§ Exercise prompt
Copy out the records precisely, omitting pictures.

§ Given information
┄┄┄┄┄┄

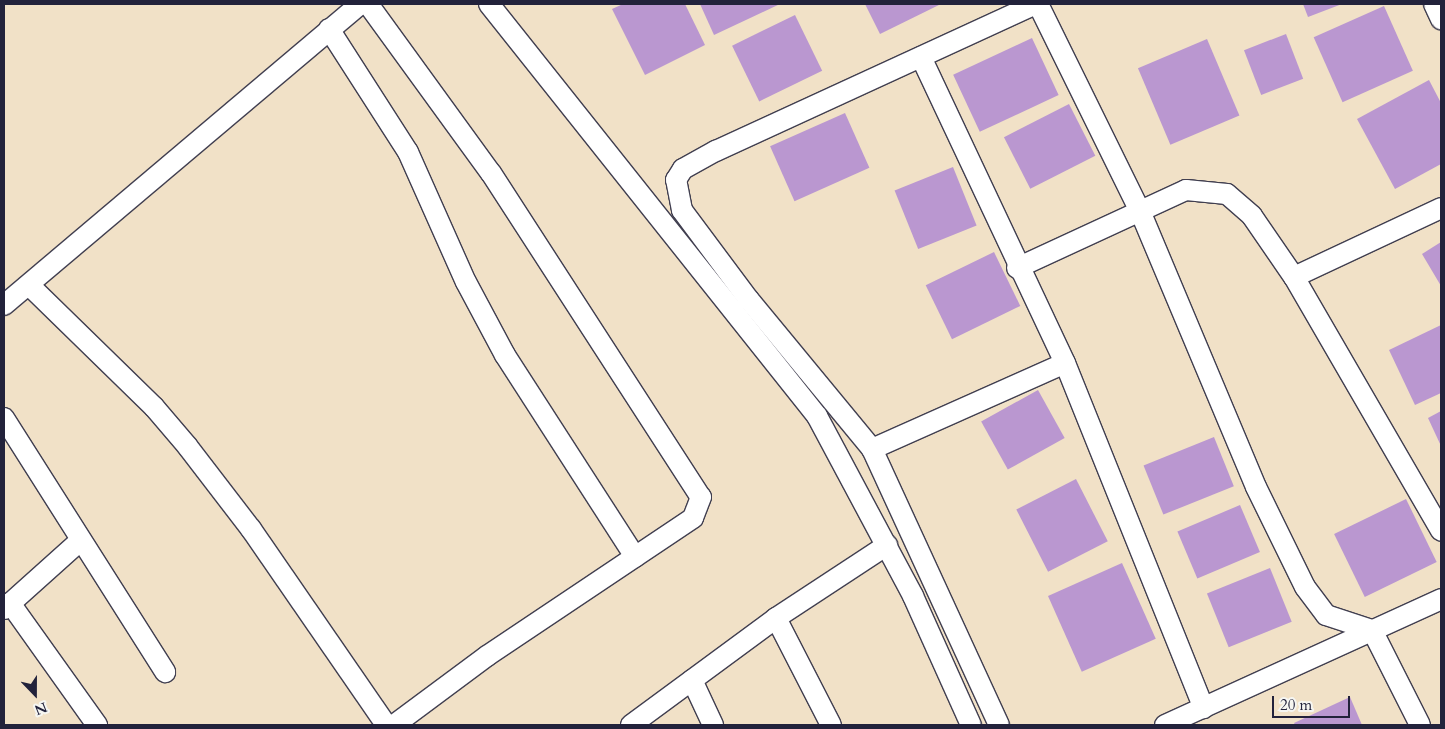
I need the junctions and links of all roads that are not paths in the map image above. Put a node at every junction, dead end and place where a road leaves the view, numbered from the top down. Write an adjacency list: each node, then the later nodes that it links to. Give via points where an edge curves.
1 (360, 4): 7 (street)
2 (368, 4): 21 (street, via 491,173 701,497 697,513)
3 (489, 4): 20 (street, via 817,416)
4 (1037, 4): 8 (street); 10 (street)
5 (1434, 4): 6 (street)
6 (1441, 19)
7 (329, 29): 13 (street); 21 (street, via 408,152 466,282 505,355)
8 (921, 57): 11 (street); 17 (street, via 716,151 683,169 676,180 682,210 749,300)
9 (1441, 208): 12 (street)
10 (1140, 210): 11 (street); 12 (street, via 1186,190 1227,194 1252,216); 25 (street, via 1256,487 1305,587 1326,615)
11 (1018, 268): 15 (street)
12 (1294, 277): 18 (street)
13 (29, 285): 14 (street); 30 (street, via 154,406 188,447 251,529)
14 (4, 305)
15 (1065, 363): 17 (street); 28 (street)
16 (4, 418): 19 (street)
17 (872, 449): 36 (street)
18 (1441, 531)
19 (82, 540): 23 (street); 26 (street)
20 (887, 545): 24 (street); 35 (street)
21 (635, 557): 31 (street, via 487,656)
22 (1441, 599): 25 (street)
23 (7, 606): 29 (street)
24 (776, 618): 27 (street); 34 (street)
25 (1372, 630): 28 (street); 38 (street)
26 (165, 672)
27 (692, 680): 32 (street); 33 (street)
28 (1204, 708): 37 (street)
29 (98, 725)
30 (386, 725)
31 (394, 725)
32 (631, 725)
33 (713, 725)
34 (831, 725)
35 (971, 725)
36 (999, 725)
37 (1166, 725)
38 (1420, 725)

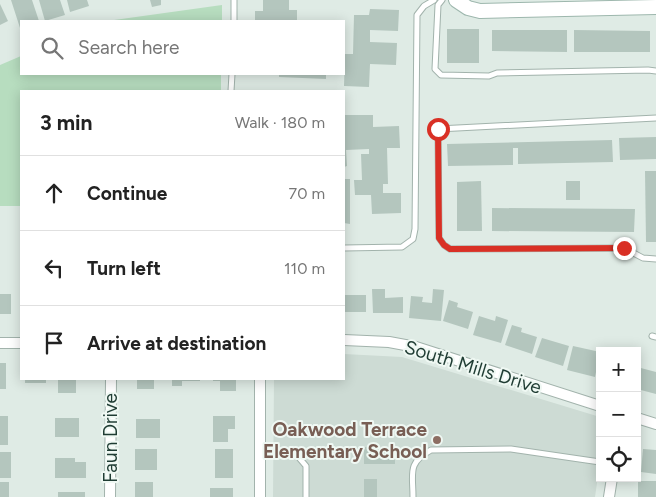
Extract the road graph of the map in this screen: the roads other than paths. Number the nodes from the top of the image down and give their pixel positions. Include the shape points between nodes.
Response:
1 (234, 0) edge
2 (434, 0) edge
3 (442, 0) edge
4 (456, 0) edge
5 (656, 7) edge
6 (234, 20) edge
7 (656, 72) edge
8 (232, 75) edge
9 (231, 90) edge
10 (656, 118) edge
11 (345, 248) edge
12 (656, 259) edge
13 (345, 340) edge
14 (0, 343) edge
15 (20, 343) edge
16 (111, 380) edge
17 (260, 380) edge
18 (596, 405) edge
19 (641, 419) edge
20 (656, 424) edge
21 (260, 453) junction
22 (596, 461) edge
23 (611, 482) edge
24 (110, 497) edge
25 (260, 497) edge
26 (306, 497) edge
27 (413, 497) edge
28 (609, 497) edge

1 - 6 lane
2 - 11 lane via 417,15 413,239 402,247
3 - 7 lane via 438,5 435,69 441,75
4 - 5 street via 480,11
8 - 9 lane
10 - 12 lane via 438,129 438,139 439,238 450,249 624,248 643,258
13 - 18 street, South Mills Drive via 416,347
14 - 15 street
16 - 24 street, Faun Drive
17 - 21 street
19 - 20 street
21 - 25 street
21 - 26 lane via 295,453 306,466
22 - 27 lane via 510,449 431,450 420,456 412,467
23 - 28 street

┄┄┄┄┄┄

§ Final answer
I need the junctions and links of all roads that are not paths in the map image above. Put a node at every junction, dead end and place where a road leaves the view, numbered from the top down. Write an adjacency list: each node, then the later nodes that it links to. Give via points where an edge curves.
1 (360, 4): 7 (street)
2 (368, 4): 21 (street, via 491,173 701,497 697,513)
3 (489, 4): 20 (street, via 817,416)
4 (1037, 4): 8 (street); 10 (street)
5 (1434, 4): 6 (street)
6 (1441, 19)
7 (329, 29): 13 (street); 21 (street, via 408,152 466,282 505,355)
8 (921, 57): 11 (street); 17 (street, via 716,151 683,169 676,180 682,210 749,300)
9 (1441, 208): 12 (street)
10 (1140, 210): 11 (street); 12 (street, via 1186,190 1227,194 1252,216); 25 (street, via 1256,487 1305,587 1326,615)
11 (1018, 268): 15 (street)
12 (1294, 277): 18 (street)
13 (29, 285): 14 (street); 30 (street, via 154,406 188,447 251,529)
14 (4, 305)
15 (1065, 363): 17 (street); 28 (street)
16 (4, 418): 19 (street)
17 (872, 449): 36 (street)
18 (1441, 531)
19 (82, 540): 23 (street); 26 (street)
20 (887, 545): 24 (street); 35 (street)
21 (635, 557): 31 (street, via 487,656)
22 (1441, 599): 25 (street)
23 (7, 606): 29 (street)
24 (776, 618): 27 (street); 34 (street)
25 (1372, 630): 28 (street); 38 (street)
26 (165, 672)
27 (692, 680): 32 (street); 33 (street)
28 (1204, 708): 37 (street)
29 (98, 725)
30 (386, 725)
31 (394, 725)
32 (631, 725)
33 (713, 725)
34 (831, 725)
35 (971, 725)
36 (999, 725)
37 (1166, 725)
38 (1420, 725)

Extract the road graph of the map in this screen: the roads other than paths. Number the nodes from the top of the image down and give their pixel positions. Include the shape points between nodes.
Response:
1 (234, 0) edge
2 (434, 0) edge
3 (442, 0) edge
4 (456, 0) edge
5 (656, 7) edge
6 (234, 20) edge
7 (656, 72) edge
8 (232, 75) edge
9 (231, 90) edge
10 (656, 118) edge
11 (345, 248) edge
12 (656, 259) edge
13 (345, 340) edge
14 (0, 343) edge
15 (20, 343) edge
16 (111, 380) edge
17 (260, 380) edge
18 (596, 405) edge
19 (641, 419) edge
20 (656, 424) edge
21 (260, 453) junction
22 (596, 461) edge
23 (611, 482) edge
24 (110, 497) edge
25 (260, 497) edge
26 (306, 497) edge
27 (413, 497) edge
28 (609, 497) edge

1 - 6 lane
2 - 11 lane via 417,15 413,239 402,247
3 - 7 lane via 438,5 435,69 441,75
4 - 5 street via 480,11
8 - 9 lane
10 - 12 lane via 438,129 438,139 439,238 450,249 624,248 643,258
13 - 18 street, South Mills Drive via 416,347
14 - 15 street
16 - 24 street, Faun Drive
17 - 21 street
19 - 20 street
21 - 25 street
21 - 26 lane via 295,453 306,466
22 - 27 lane via 510,449 431,450 420,456 412,467
23 - 28 street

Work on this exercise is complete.